Eccolo il dibattito che conta oggi sull’attuale crisi monetaria: inflazione (staglazione) o deflazione. E tutto si centra attorno alla definizione di offerta monetaria, che avevamo già cominciato a trattare in precedenza.
Sul Mises, Stefan Karlsson ha ufficialmente aperto le danze: Myths About The Monetary Base And Bank Reserves
Notare che le riserve bancarie sono diventate ininfluenti, oramai un costo, a causa del moral hazard introdotto dalle banche centrali con iniezioni illimitate di liquidità.

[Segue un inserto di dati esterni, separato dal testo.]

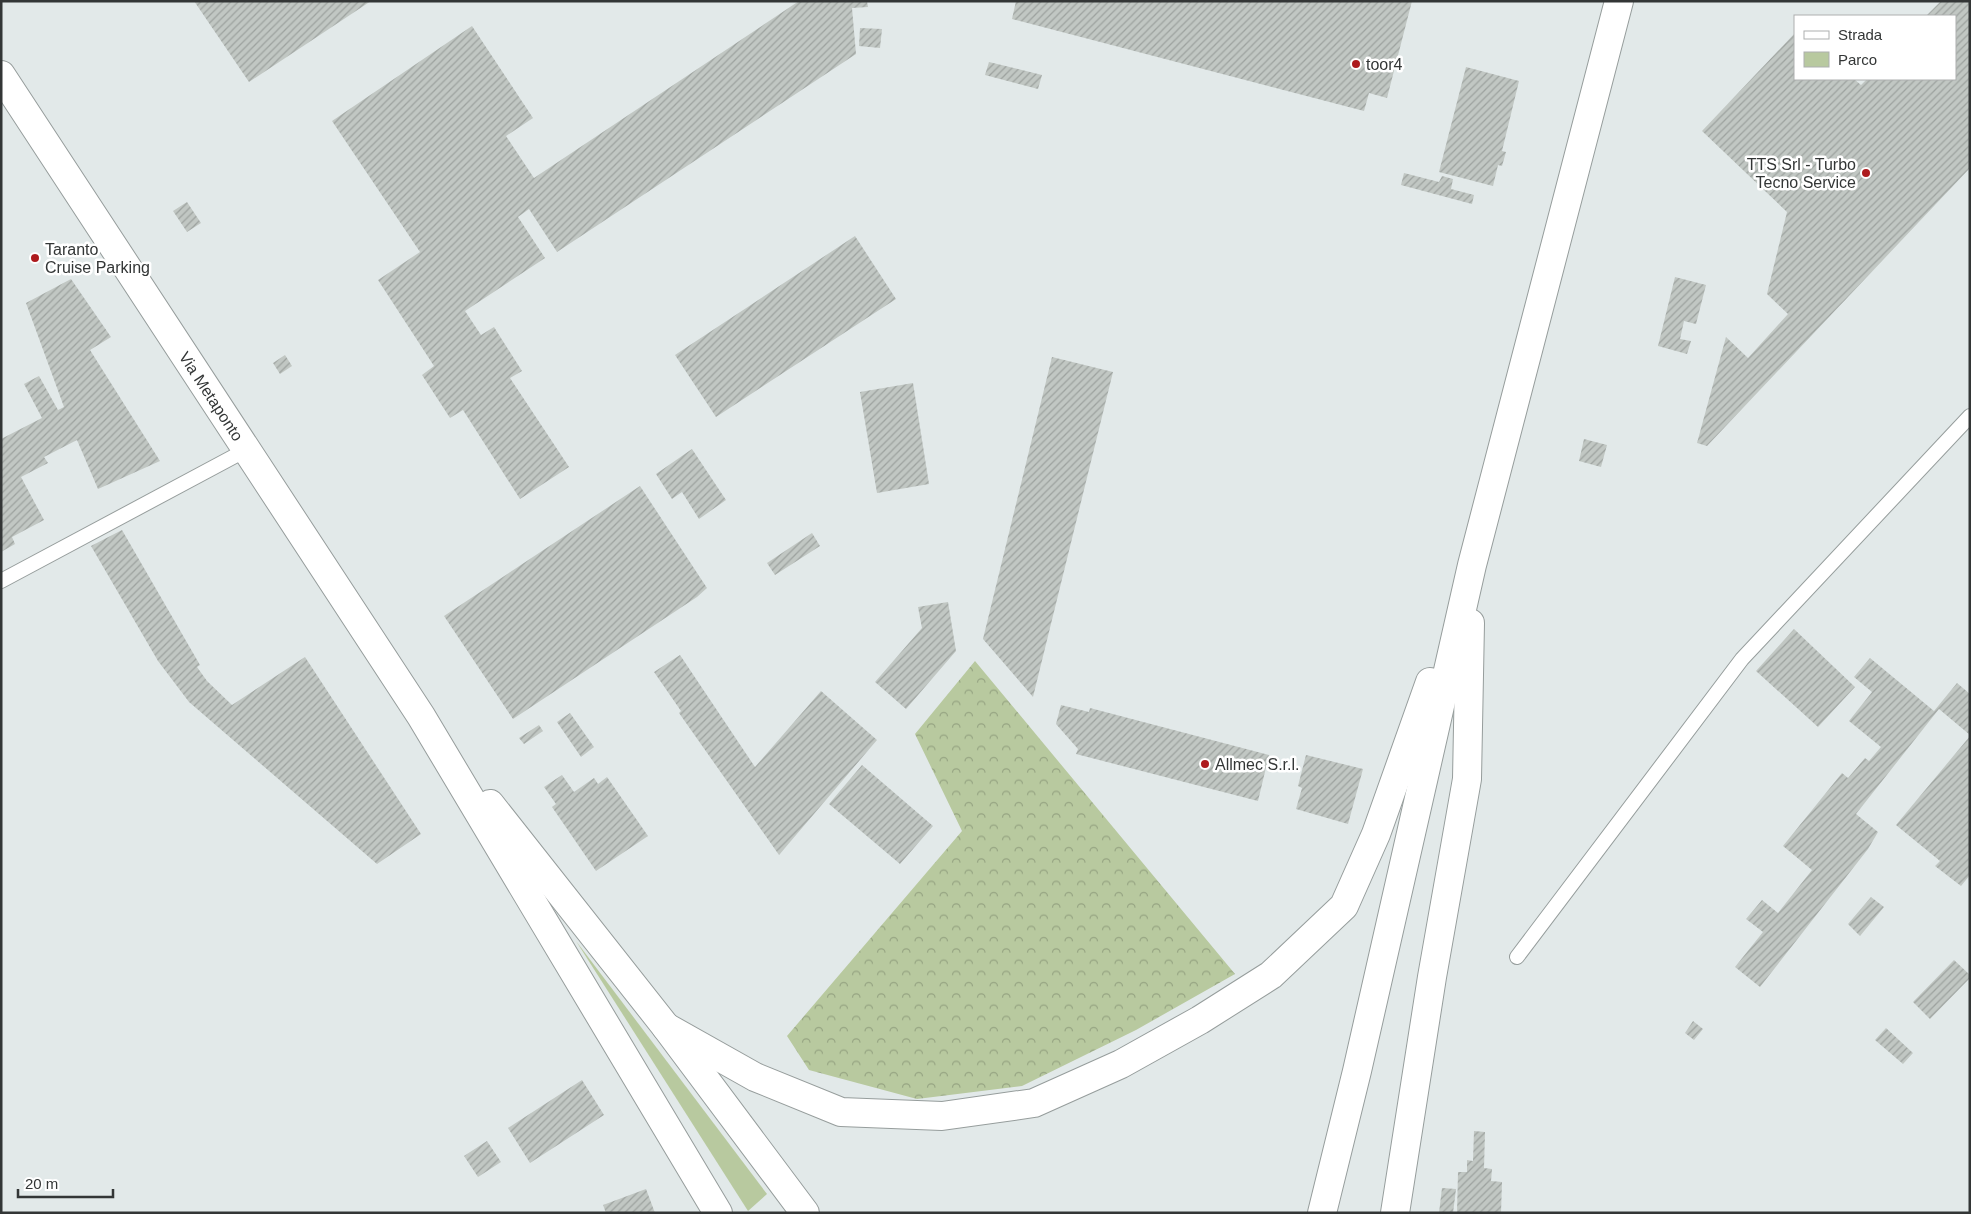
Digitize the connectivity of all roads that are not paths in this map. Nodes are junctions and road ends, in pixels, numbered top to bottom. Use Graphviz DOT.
graph roads {
  1 [pos="1619,1"];
  2 [pos="1,75"];
  3 [pos="1970,416"];
  4 [pos="246,450"];
  5 [pos="1472,565"];
  6 [pos="1,581"];
  7 [pos="420,716"];
  8 [pos="1516,957"];
  9 [pos="666,1027"];
  10 [pos="718,1213"];
  11 [pos="805,1213"];
  12 [pos="1322,1213"];
  13 [pos="1395,1213"];
  1 -- 5 [label="main road"];
  2 -- 4 [label="main road, Via Metaponto"];
  3 -- 8 [label="lane"];
  4 -- 6 [label="lane"];
  4 -- 7 [label="main road, Via Metaponto"];
  5 -- 9 [label="main road"];
  5 -- 12 [label="main road"];
  5 -- 13 [label="main road"];
  7 -- 9 [label="main road"];
  7 -- 10 [label="main road"];
  9 -- 11 [label="main road"];
}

Riporto due passaggi molti significativi:
“Today, the only thing preventing banks from reducing reserves to zero is formal reserve requirements and the need to have cash available for withdrawals from bank offices and ATMs. But with the banks moving away from deposits with reserve requirements such as demand deposits and instead finance its operations in for example Money Market Mutual Fund accounts (And using so called sweep operations the banks ensure that the level of demand deposits are always minimized even if customers deposit money there) that don’t have any reserve requirements the level of required reserves is declining in importance. And with the increasing use of electronic transactions, cash for customer withdrawals is also becoming less important and is at an absolute level very low. Because of this, bank reserves are increasingly disconnected from the level of money supply.”
“…the Fed have almost no control over bank reserves. If they started to impose reserve requirements on all deposits, they could have controlled it, but as it is they don’t.”